Thursday, advisers to the FDA were moved by two families of recipients who called the extra time priceless. But panelists were more worried that many AbioCor recipients suffered severe strokes, some fatal, that compromised their final weeks.

Ultimately, panelists wanted more information on how to decide which dying patients were appropriate candidates, and how to lower their stroke risk.

"I voted against (this) with some angst," said adviser Dr. Clyde Yancey of the University of Texas Southwestern Medical Center, after the panel voted 7-6 that the heart's probable benefit didn't outweigh the risks.

That is an "agonizingly thin" line, added Dr. John Somberg of Rush University.

The FDA is not bound by its advisers' recommendations but usually follows them.

"This one, I think, is a real dilemma," said the FDA's chief reviewer, Dr. Julie Swain. She asked whether, for most patients, the AbioCor was really "prolonging life, not prolonging death."

The AbioCor is the first attempt at a mechanical heart with no wire sticking through the skin.

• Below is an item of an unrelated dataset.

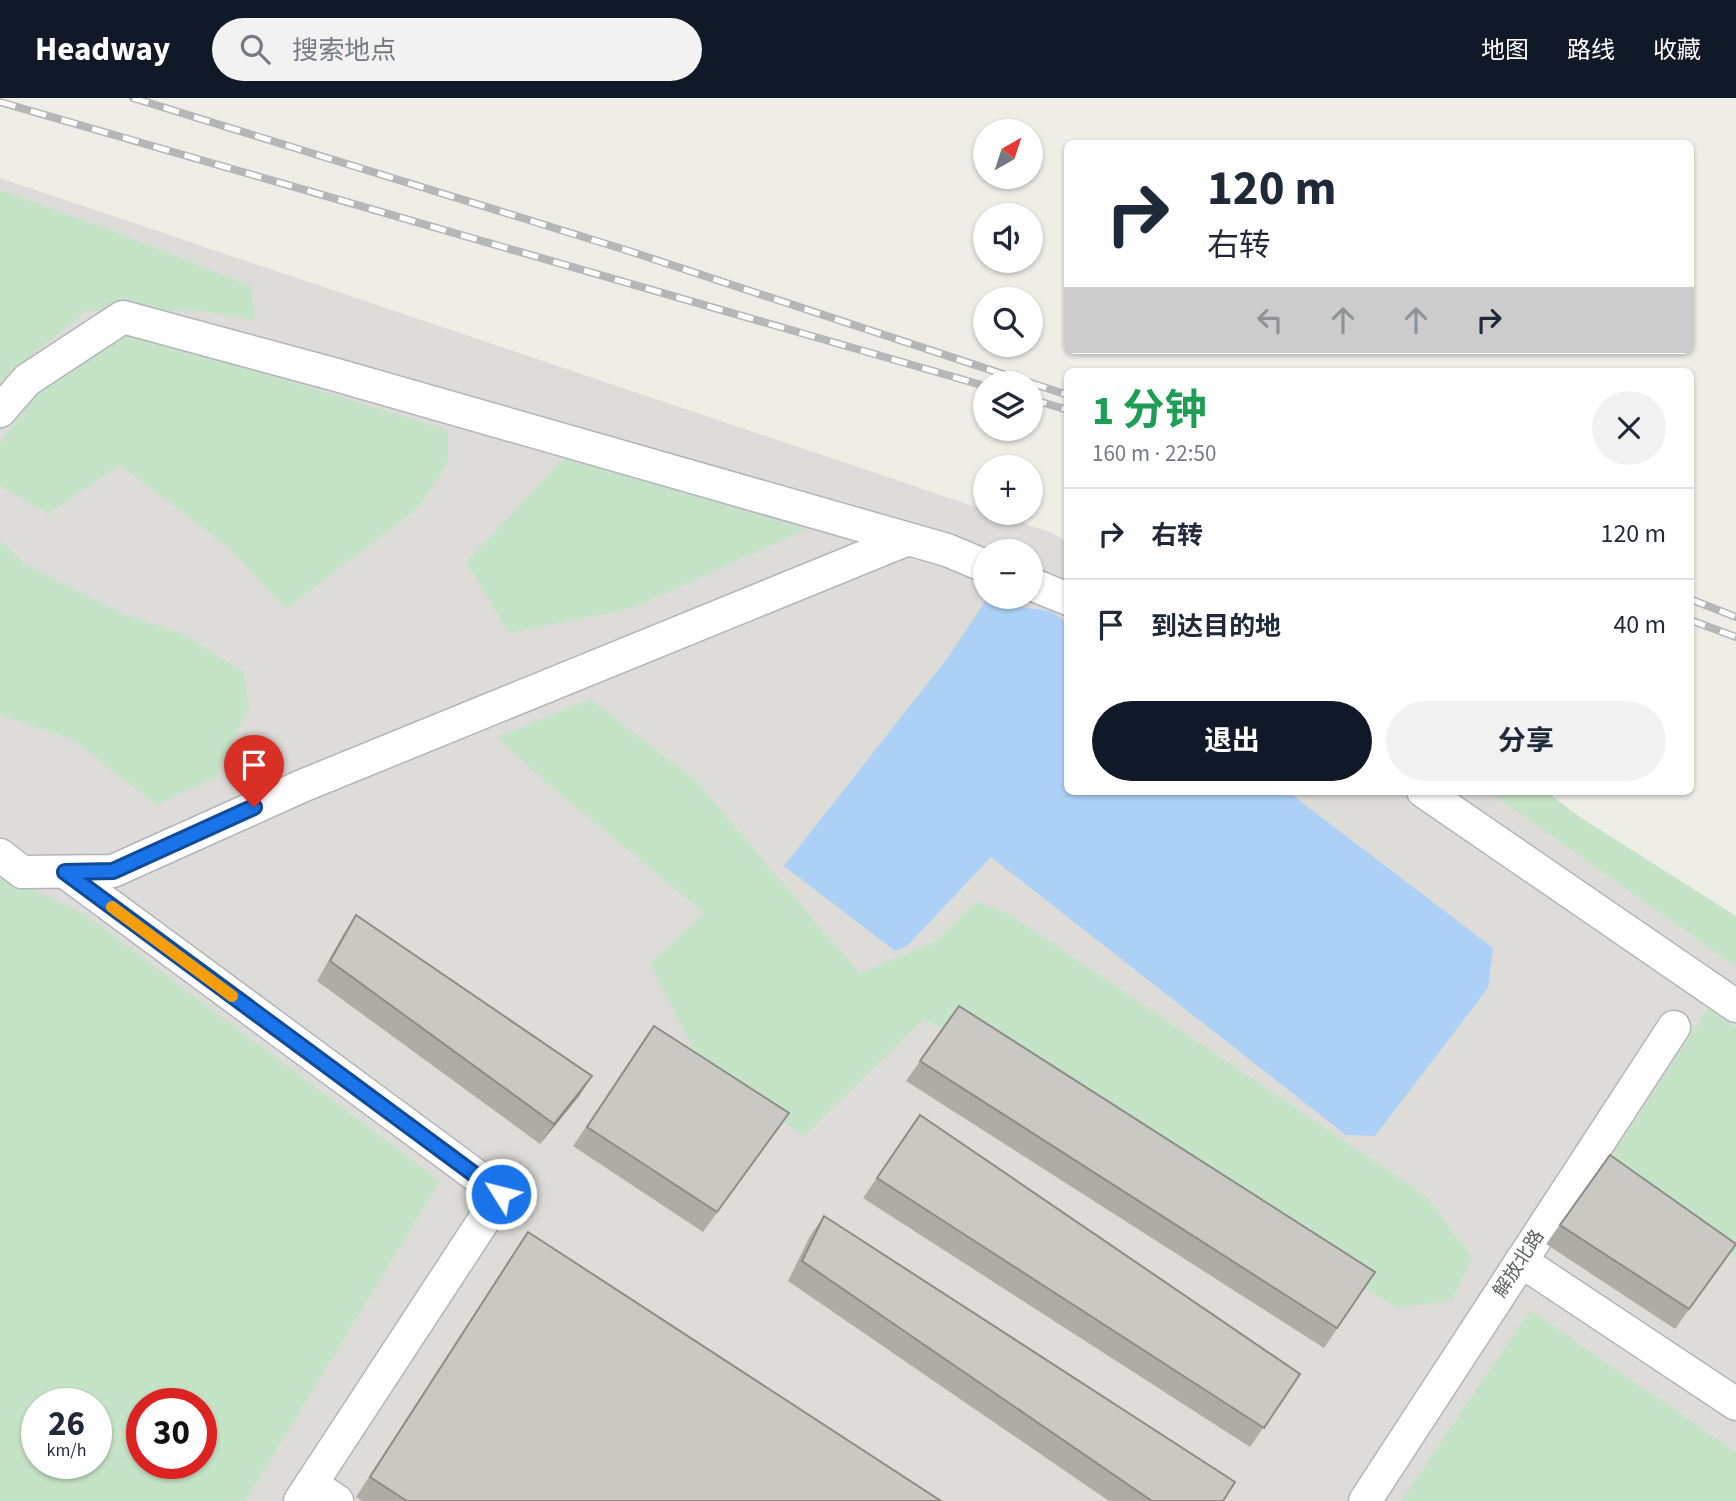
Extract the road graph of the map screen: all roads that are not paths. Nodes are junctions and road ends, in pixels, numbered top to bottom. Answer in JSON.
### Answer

The battery that powers the softball-sized device is recharged by an electrical charge through the skin.

Abiomed's chief scientific officer, Robert Kung, pledged that if his company were authorized to sell the heart, the company would allow implants at only 10 hospitals where surgeons would get special training.
 
He said the company also would continue studying how the next 20 patients fare.

If approved, the implant is expected to cost about $250,000. It is unclear if insurance would cover it. It is too large for most women; the company is developing a smaller version.